EXERCISE OBJECTIVE: The full set of entries below must be returned exactly as shown.

(Collected data entries)

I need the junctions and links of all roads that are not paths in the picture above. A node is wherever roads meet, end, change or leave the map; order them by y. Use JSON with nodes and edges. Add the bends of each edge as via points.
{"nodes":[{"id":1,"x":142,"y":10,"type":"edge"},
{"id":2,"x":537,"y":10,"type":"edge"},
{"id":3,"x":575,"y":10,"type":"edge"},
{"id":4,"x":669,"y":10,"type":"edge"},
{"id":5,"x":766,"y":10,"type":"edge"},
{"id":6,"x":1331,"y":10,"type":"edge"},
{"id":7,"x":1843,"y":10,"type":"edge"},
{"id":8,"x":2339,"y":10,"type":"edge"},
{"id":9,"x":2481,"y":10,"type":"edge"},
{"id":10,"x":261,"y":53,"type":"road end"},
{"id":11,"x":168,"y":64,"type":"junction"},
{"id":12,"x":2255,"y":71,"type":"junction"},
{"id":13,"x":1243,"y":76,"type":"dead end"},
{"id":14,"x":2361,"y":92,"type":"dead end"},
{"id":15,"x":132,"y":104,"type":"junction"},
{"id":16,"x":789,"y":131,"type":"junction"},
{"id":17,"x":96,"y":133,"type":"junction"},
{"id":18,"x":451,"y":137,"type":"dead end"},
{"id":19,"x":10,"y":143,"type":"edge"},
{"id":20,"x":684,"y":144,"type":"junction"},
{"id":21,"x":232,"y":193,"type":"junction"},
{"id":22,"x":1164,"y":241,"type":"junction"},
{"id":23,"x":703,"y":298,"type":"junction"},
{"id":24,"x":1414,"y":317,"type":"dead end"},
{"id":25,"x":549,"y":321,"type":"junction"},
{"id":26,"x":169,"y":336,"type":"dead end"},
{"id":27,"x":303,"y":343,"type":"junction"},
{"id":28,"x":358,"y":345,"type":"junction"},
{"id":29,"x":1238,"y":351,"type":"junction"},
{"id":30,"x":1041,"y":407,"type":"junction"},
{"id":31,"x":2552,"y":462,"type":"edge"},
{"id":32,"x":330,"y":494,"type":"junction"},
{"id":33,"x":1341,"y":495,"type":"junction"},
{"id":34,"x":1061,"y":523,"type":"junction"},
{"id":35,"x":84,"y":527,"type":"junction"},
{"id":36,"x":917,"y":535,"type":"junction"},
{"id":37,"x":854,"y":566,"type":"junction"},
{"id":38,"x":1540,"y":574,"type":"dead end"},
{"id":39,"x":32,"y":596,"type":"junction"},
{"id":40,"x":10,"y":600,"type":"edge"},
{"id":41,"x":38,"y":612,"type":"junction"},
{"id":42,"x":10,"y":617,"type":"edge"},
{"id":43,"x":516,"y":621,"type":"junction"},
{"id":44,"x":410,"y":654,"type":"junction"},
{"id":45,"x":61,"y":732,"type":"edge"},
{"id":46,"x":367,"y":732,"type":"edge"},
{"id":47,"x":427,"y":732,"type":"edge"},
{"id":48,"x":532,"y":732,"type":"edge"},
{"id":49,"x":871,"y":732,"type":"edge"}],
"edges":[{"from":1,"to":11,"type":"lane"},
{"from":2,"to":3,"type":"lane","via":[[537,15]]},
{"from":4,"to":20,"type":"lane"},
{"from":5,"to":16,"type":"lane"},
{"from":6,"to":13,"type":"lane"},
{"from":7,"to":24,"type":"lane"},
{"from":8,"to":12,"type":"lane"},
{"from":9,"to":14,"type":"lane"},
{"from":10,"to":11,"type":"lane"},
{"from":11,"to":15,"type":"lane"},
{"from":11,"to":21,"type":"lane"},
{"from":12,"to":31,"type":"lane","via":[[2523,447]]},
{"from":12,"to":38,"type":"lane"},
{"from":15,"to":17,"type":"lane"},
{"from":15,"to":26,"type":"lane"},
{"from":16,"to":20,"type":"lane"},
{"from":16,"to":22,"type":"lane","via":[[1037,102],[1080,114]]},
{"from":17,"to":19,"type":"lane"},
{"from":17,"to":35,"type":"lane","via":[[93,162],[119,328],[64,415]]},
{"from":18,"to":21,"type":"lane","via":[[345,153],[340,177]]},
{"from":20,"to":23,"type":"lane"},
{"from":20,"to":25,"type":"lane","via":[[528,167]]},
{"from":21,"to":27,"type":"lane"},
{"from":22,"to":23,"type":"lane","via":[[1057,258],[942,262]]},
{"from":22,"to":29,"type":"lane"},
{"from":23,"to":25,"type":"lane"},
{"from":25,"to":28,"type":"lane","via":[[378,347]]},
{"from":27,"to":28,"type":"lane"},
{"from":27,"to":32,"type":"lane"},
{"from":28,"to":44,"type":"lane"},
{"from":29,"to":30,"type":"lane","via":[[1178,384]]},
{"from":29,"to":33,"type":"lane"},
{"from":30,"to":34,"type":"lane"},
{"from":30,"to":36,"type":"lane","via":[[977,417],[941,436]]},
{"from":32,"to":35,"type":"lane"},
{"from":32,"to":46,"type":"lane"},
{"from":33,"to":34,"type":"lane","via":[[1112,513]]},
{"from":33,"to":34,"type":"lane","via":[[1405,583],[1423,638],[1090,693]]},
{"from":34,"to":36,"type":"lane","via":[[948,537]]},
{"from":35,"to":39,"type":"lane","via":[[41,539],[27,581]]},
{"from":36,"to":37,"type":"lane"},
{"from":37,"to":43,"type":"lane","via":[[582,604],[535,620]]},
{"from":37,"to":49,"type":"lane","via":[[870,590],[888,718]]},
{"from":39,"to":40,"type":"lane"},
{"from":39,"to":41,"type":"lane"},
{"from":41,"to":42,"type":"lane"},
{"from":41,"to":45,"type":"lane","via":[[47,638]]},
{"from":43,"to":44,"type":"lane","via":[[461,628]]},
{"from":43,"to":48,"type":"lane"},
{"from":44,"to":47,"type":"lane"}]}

RESPONSE AREA:
I need the junctions and links of all roads that are not paths in the picture above. A node is wherever roads meet, end, change or leave the map; order them by y. Use JSON with nodes and edges. Add the bends of each edge as via points.
{"nodes":[{"id":1,"x":142,"y":10,"type":"edge"},
{"id":2,"x":537,"y":10,"type":"edge"},
{"id":3,"x":575,"y":10,"type":"edge"},
{"id":4,"x":669,"y":10,"type":"edge"},
{"id":5,"x":766,"y":10,"type":"edge"},
{"id":6,"x":1331,"y":10,"type":"edge"},
{"id":7,"x":1843,"y":10,"type":"edge"},
{"id":8,"x":2339,"y":10,"type":"edge"},
{"id":9,"x":2481,"y":10,"type":"edge"},
{"id":10,"x":261,"y":53,"type":"road end"},
{"id":11,"x":168,"y":64,"type":"junction"},
{"id":12,"x":2255,"y":71,"type":"junction"},
{"id":13,"x":1243,"y":76,"type":"dead end"},
{"id":14,"x":2361,"y":92,"type":"dead end"},
{"id":15,"x":132,"y":104,"type":"junction"},
{"id":16,"x":789,"y":131,"type":"junction"},
{"id":17,"x":96,"y":133,"type":"junction"},
{"id":18,"x":451,"y":137,"type":"dead end"},
{"id":19,"x":10,"y":143,"type":"edge"},
{"id":20,"x":684,"y":144,"type":"junction"},
{"id":21,"x":232,"y":193,"type":"junction"},
{"id":22,"x":1164,"y":241,"type":"junction"},
{"id":23,"x":703,"y":298,"type":"junction"},
{"id":24,"x":1414,"y":317,"type":"dead end"},
{"id":25,"x":549,"y":321,"type":"junction"},
{"id":26,"x":169,"y":336,"type":"dead end"},
{"id":27,"x":303,"y":343,"type":"junction"},
{"id":28,"x":358,"y":345,"type":"junction"},
{"id":29,"x":1238,"y":351,"type":"junction"},
{"id":30,"x":1041,"y":407,"type":"junction"},
{"id":31,"x":2552,"y":462,"type":"edge"},
{"id":32,"x":330,"y":494,"type":"junction"},
{"id":33,"x":1341,"y":495,"type":"junction"},
{"id":34,"x":1061,"y":523,"type":"junction"},
{"id":35,"x":84,"y":527,"type":"junction"},
{"id":36,"x":917,"y":535,"type":"junction"},
{"id":37,"x":854,"y":566,"type":"junction"},
{"id":38,"x":1540,"y":574,"type":"dead end"},
{"id":39,"x":32,"y":596,"type":"junction"},
{"id":40,"x":10,"y":600,"type":"edge"},
{"id":41,"x":38,"y":612,"type":"junction"},
{"id":42,"x":10,"y":617,"type":"edge"},
{"id":43,"x":516,"y":621,"type":"junction"},
{"id":44,"x":410,"y":654,"type":"junction"},
{"id":45,"x":61,"y":732,"type":"edge"},
{"id":46,"x":367,"y":732,"type":"edge"},
{"id":47,"x":427,"y":732,"type":"edge"},
{"id":48,"x":532,"y":732,"type":"edge"},
{"id":49,"x":871,"y":732,"type":"edge"}],
"edges":[{"from":1,"to":11,"type":"lane"},
{"from":2,"to":3,"type":"lane","via":[[537,15]]},
{"from":4,"to":20,"type":"lane"},
{"from":5,"to":16,"type":"lane"},
{"from":6,"to":13,"type":"lane"},
{"from":7,"to":24,"type":"lane"},
{"from":8,"to":12,"type":"lane"},
{"from":9,"to":14,"type":"lane"},
{"from":10,"to":11,"type":"lane"},
{"from":11,"to":15,"type":"lane"},
{"from":11,"to":21,"type":"lane"},
{"from":12,"to":31,"type":"lane","via":[[2523,447]]},
{"from":12,"to":38,"type":"lane"},
{"from":15,"to":17,"type":"lane"},
{"from":15,"to":26,"type":"lane"},
{"from":16,"to":20,"type":"lane"},
{"from":16,"to":22,"type":"lane","via":[[1037,102],[1080,114]]},
{"from":17,"to":19,"type":"lane"},
{"from":17,"to":35,"type":"lane","via":[[93,162],[119,328],[64,415]]},
{"from":18,"to":21,"type":"lane","via":[[345,153],[340,177]]},
{"from":20,"to":23,"type":"lane"},
{"from":20,"to":25,"type":"lane","via":[[528,167]]},
{"from":21,"to":27,"type":"lane"},
{"from":22,"to":23,"type":"lane","via":[[1057,258],[942,262]]},
{"from":22,"to":29,"type":"lane"},
{"from":23,"to":25,"type":"lane"},
{"from":25,"to":28,"type":"lane","via":[[378,347]]},
{"from":27,"to":28,"type":"lane"},
{"from":27,"to":32,"type":"lane"},
{"from":28,"to":44,"type":"lane"},
{"from":29,"to":30,"type":"lane","via":[[1178,384]]},
{"from":29,"to":33,"type":"lane"},
{"from":30,"to":34,"type":"lane"},
{"from":30,"to":36,"type":"lane","via":[[977,417],[941,436]]},
{"from":32,"to":35,"type":"lane"},
{"from":32,"to":46,"type":"lane"},
{"from":33,"to":34,"type":"lane","via":[[1112,513]]},
{"from":33,"to":34,"type":"lane","via":[[1405,583],[1423,638],[1090,693]]},
{"from":34,"to":36,"type":"lane","via":[[948,537]]},
{"from":35,"to":39,"type":"lane","via":[[41,539],[27,581]]},
{"from":36,"to":37,"type":"lane"},
{"from":37,"to":43,"type":"lane","via":[[582,604],[535,620]]},
{"from":37,"to":49,"type":"lane","via":[[870,590],[888,718]]},
{"from":39,"to":40,"type":"lane"},
{"from":39,"to":41,"type":"lane"},
{"from":41,"to":42,"type":"lane"},
{"from":41,"to":45,"type":"lane","via":[[47,638]]},
{"from":43,"to":44,"type":"lane","via":[[461,628]]},
{"from":43,"to":48,"type":"lane"},
{"from":44,"to":47,"type":"lane"}]}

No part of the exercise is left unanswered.